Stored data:
--------------------
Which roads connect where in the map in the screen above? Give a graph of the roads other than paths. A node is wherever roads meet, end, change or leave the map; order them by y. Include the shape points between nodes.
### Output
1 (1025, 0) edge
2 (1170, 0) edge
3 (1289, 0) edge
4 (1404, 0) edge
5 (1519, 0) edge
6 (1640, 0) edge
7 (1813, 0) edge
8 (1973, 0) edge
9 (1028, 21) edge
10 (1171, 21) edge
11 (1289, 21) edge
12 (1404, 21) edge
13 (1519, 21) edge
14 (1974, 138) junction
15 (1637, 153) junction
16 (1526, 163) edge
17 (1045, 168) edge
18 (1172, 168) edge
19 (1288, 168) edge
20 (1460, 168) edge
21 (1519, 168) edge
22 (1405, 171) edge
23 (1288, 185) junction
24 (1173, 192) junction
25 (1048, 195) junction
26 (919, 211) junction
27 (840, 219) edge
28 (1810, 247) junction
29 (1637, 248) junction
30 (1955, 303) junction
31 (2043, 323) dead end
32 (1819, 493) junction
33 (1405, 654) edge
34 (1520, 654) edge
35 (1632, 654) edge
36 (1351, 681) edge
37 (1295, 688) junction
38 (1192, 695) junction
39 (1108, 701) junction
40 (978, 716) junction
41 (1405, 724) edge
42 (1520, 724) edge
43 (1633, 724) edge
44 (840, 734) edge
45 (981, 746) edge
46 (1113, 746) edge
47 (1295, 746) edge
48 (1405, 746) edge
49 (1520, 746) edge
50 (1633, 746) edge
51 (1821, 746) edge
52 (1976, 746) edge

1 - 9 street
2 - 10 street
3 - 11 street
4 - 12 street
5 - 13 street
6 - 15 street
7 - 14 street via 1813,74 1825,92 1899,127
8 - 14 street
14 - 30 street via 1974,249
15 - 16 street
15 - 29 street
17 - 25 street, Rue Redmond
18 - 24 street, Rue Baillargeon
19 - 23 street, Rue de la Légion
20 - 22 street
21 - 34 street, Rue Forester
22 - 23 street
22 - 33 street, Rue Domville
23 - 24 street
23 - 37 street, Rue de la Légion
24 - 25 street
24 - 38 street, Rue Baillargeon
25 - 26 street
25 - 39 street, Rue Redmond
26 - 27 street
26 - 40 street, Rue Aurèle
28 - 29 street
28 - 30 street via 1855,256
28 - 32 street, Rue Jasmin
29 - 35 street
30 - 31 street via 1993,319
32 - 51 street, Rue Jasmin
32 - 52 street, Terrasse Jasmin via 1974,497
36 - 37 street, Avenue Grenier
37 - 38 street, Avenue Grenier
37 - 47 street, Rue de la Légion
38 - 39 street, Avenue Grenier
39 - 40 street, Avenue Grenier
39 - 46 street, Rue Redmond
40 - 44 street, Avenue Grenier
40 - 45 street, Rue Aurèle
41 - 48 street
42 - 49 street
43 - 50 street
--------------------
What to produce =>
Search the data and copy each line containing "Légion".

Response to this task =>
19 - 23 street, Rue de la Légion
23 - 37 street, Rue de la Légion
37 - 47 street, Rue de la Légion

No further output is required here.